(Aim of the exercise) What lines below contain the string "dead"? List them all.

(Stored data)
┌──

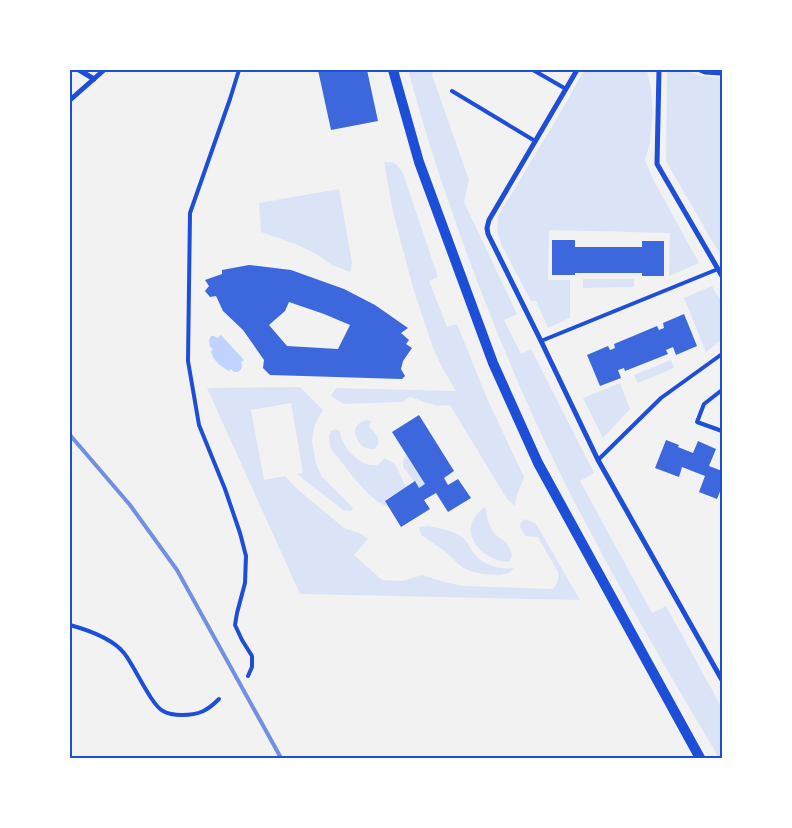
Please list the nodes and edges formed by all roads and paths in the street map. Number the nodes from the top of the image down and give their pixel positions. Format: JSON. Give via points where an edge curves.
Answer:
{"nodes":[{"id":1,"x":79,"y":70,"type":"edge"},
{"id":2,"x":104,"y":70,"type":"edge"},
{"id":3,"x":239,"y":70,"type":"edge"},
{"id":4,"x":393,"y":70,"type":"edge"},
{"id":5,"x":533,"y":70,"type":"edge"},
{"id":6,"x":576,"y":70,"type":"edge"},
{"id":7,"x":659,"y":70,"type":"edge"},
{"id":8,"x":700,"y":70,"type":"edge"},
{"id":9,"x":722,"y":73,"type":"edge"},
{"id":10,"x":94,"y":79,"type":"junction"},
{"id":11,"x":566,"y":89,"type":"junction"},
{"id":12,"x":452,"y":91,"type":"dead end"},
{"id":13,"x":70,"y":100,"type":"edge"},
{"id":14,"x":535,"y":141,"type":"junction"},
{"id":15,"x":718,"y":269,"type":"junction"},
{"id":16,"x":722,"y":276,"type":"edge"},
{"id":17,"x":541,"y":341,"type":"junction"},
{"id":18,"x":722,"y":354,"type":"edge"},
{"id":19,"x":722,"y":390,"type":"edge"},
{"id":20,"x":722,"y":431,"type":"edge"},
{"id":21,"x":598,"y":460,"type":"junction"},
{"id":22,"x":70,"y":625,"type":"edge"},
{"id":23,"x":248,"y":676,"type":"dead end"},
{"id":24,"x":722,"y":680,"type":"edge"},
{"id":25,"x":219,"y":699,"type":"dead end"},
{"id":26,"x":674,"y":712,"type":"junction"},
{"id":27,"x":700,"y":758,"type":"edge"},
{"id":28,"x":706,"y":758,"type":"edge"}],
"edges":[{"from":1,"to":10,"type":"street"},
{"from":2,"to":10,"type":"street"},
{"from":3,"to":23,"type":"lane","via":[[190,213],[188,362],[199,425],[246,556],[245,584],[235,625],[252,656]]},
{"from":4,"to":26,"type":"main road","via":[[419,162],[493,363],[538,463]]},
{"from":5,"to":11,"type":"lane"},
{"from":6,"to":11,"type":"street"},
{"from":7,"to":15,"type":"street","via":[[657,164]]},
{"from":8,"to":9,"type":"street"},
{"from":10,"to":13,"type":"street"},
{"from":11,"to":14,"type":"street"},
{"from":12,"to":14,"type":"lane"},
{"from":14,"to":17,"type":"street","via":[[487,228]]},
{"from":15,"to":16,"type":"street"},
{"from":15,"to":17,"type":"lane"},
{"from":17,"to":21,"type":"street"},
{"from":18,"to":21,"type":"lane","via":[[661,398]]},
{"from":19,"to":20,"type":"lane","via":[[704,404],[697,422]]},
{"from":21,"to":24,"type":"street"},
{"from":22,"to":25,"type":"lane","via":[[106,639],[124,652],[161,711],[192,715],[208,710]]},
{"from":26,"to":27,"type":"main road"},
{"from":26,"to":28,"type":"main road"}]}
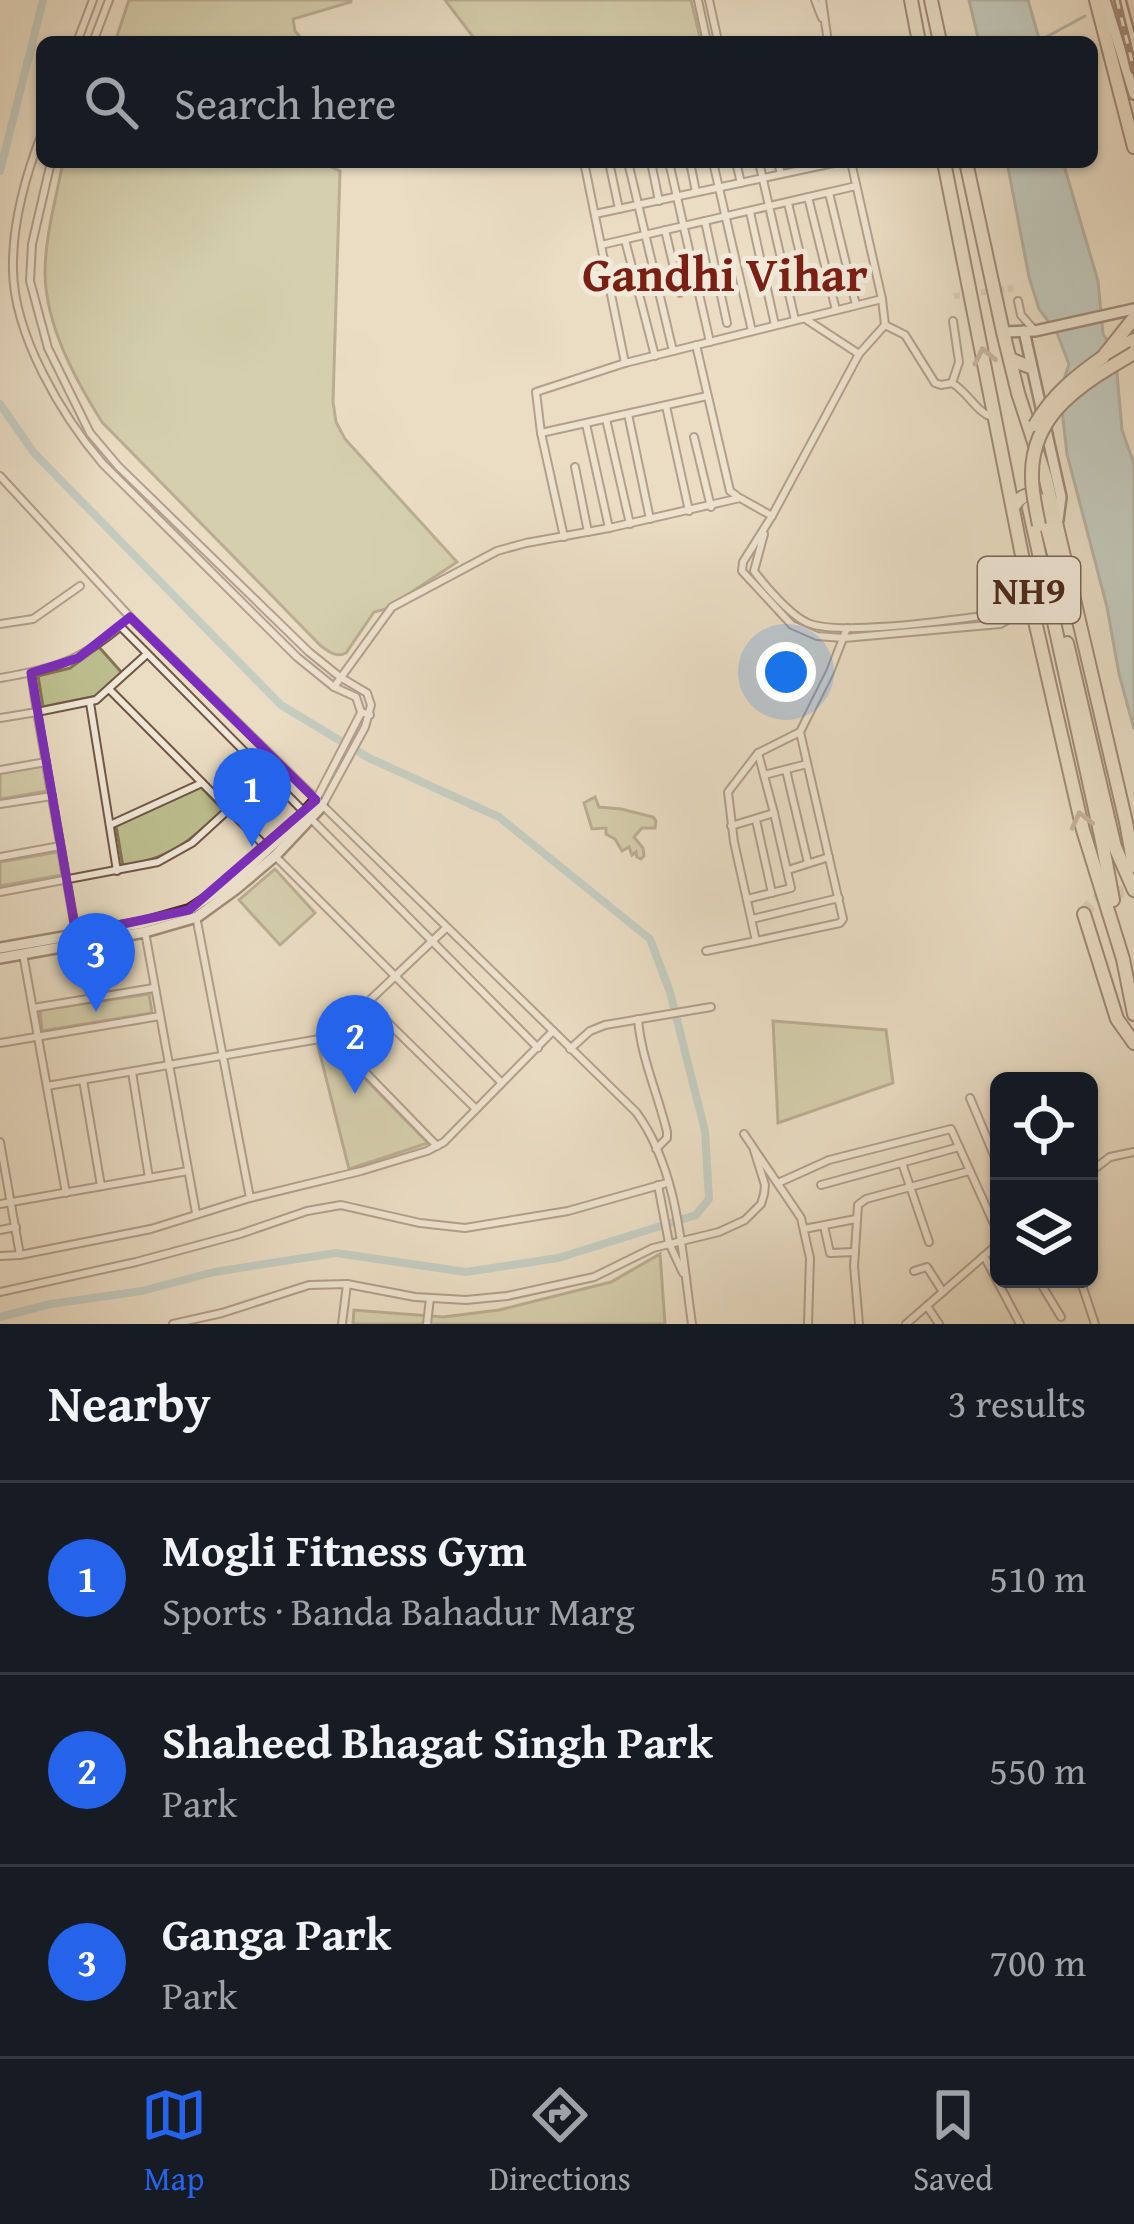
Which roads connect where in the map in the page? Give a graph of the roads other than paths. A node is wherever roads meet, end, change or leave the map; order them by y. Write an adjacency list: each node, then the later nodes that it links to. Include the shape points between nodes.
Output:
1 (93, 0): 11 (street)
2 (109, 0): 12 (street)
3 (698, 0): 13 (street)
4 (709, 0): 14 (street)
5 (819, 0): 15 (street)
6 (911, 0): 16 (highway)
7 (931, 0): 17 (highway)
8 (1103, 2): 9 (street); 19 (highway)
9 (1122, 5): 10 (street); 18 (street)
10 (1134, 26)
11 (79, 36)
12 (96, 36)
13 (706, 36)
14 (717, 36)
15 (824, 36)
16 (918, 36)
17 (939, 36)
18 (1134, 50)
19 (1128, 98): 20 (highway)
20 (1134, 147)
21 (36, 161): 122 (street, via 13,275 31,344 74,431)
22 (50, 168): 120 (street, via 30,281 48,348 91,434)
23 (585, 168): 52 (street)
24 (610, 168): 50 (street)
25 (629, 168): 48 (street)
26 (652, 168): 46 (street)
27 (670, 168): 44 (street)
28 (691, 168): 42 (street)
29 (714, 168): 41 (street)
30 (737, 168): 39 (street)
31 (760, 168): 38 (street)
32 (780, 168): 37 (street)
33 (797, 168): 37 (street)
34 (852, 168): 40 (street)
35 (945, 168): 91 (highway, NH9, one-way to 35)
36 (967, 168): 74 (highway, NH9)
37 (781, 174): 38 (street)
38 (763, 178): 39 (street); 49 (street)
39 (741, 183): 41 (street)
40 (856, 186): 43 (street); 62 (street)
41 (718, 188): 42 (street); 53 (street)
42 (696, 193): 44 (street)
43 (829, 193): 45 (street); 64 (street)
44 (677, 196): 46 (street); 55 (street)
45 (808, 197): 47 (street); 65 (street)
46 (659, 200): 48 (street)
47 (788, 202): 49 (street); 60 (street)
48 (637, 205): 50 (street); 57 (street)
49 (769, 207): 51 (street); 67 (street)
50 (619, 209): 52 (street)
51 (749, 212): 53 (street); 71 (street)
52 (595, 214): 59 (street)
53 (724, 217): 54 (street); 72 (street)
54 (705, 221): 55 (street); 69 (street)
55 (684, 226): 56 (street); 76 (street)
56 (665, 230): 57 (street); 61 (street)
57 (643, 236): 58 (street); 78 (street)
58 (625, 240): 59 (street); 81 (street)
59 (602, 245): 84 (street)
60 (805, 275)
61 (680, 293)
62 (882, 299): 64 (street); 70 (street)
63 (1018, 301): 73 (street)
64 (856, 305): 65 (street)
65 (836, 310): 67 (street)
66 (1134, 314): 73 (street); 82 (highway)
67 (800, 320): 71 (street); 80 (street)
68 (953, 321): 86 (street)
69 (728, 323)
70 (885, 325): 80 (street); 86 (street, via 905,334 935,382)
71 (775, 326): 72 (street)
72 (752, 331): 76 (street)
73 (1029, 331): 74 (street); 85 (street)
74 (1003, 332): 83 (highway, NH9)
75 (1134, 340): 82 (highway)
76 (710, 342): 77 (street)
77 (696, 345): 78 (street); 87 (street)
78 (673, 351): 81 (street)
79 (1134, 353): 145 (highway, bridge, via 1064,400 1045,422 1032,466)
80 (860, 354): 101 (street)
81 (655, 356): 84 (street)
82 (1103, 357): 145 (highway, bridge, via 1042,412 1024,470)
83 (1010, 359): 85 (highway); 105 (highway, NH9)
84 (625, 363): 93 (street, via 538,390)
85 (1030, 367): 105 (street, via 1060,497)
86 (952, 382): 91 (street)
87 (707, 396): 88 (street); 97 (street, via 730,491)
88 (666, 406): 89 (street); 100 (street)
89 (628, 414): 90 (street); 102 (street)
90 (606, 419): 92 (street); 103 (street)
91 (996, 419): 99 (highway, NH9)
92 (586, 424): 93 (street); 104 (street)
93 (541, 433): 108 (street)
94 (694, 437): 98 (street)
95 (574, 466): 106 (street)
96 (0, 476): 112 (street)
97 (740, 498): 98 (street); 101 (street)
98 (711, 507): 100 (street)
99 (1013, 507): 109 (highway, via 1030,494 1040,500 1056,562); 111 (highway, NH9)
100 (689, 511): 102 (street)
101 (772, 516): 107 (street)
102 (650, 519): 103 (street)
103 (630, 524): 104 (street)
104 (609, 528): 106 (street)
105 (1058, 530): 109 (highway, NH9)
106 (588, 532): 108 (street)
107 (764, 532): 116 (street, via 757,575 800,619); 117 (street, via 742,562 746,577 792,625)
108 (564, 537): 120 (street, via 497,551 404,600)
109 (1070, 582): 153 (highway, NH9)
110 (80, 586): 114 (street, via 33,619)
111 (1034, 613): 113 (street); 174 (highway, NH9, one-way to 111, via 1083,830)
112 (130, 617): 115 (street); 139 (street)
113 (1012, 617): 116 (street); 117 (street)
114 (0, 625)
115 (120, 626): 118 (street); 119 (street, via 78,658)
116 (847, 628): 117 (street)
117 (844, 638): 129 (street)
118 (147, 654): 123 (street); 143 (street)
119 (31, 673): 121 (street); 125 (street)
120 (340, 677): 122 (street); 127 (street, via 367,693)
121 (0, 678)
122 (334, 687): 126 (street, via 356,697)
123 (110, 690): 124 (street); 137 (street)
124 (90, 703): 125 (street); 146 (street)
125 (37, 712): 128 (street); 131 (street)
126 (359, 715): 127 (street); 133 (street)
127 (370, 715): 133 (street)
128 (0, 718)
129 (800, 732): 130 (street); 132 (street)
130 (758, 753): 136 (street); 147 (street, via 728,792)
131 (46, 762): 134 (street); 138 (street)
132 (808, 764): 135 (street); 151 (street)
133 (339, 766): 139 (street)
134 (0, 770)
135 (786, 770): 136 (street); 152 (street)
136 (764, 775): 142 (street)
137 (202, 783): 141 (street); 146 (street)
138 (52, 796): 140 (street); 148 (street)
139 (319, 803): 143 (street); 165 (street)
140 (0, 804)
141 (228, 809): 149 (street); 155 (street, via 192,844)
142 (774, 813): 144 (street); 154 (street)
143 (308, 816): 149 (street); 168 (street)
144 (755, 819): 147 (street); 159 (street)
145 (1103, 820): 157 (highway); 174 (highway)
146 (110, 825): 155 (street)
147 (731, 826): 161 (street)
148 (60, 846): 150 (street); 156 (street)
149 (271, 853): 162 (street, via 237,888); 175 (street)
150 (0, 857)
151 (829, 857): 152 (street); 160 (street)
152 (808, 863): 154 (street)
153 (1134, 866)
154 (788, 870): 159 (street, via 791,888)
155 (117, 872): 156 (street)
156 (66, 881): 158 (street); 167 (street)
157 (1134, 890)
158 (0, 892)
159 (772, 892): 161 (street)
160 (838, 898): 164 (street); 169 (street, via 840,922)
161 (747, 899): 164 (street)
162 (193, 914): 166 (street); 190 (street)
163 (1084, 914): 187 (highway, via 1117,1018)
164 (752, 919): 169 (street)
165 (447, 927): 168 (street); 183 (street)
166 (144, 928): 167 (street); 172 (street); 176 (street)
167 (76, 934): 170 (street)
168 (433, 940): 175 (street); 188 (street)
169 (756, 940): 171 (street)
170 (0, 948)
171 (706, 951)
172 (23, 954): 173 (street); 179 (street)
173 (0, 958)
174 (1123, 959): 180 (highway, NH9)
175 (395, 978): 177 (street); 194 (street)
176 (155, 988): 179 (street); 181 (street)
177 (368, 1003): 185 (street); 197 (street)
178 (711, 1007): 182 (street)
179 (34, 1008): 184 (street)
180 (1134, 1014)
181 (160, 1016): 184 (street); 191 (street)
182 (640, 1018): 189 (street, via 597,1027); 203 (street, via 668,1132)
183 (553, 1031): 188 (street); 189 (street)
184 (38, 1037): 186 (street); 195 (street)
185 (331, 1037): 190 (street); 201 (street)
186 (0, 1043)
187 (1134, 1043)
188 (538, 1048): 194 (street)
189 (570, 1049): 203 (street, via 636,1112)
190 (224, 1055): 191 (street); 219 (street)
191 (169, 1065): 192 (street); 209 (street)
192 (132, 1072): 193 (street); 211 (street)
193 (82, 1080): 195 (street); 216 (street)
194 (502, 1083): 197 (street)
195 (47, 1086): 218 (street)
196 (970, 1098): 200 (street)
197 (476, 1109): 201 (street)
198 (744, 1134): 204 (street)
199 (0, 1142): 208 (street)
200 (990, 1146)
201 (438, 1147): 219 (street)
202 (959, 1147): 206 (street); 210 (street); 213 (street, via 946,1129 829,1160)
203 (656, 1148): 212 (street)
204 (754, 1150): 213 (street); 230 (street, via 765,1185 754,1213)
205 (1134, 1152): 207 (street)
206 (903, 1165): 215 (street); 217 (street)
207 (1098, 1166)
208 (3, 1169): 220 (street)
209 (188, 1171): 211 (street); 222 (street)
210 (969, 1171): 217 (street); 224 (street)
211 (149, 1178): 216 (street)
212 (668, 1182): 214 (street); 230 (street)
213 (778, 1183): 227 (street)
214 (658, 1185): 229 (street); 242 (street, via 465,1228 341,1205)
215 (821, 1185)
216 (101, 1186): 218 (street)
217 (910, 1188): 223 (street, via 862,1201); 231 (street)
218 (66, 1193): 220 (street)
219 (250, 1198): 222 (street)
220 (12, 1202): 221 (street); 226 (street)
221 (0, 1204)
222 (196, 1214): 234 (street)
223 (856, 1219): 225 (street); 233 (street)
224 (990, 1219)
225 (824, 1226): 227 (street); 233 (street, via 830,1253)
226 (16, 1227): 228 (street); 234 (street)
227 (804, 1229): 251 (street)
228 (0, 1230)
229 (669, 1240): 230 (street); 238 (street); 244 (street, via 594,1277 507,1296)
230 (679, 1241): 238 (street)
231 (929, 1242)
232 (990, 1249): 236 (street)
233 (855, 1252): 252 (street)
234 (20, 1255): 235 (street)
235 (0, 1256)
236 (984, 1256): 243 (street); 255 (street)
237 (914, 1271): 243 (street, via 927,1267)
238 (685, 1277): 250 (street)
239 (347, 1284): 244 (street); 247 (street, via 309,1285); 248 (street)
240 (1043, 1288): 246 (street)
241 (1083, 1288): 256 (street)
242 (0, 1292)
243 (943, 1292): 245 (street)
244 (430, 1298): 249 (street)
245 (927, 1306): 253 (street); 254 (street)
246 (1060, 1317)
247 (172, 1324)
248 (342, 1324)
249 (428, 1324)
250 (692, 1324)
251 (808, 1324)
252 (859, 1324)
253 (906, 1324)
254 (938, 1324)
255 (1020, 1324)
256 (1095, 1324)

└──

(Worked solution)
{"id":12,"x":452,"y":91,"type":"dead end"},
{"id":23,"x":248,"y":676,"type":"dead end"},
{"id":25,"x":219,"y":699,"type":"dead end"},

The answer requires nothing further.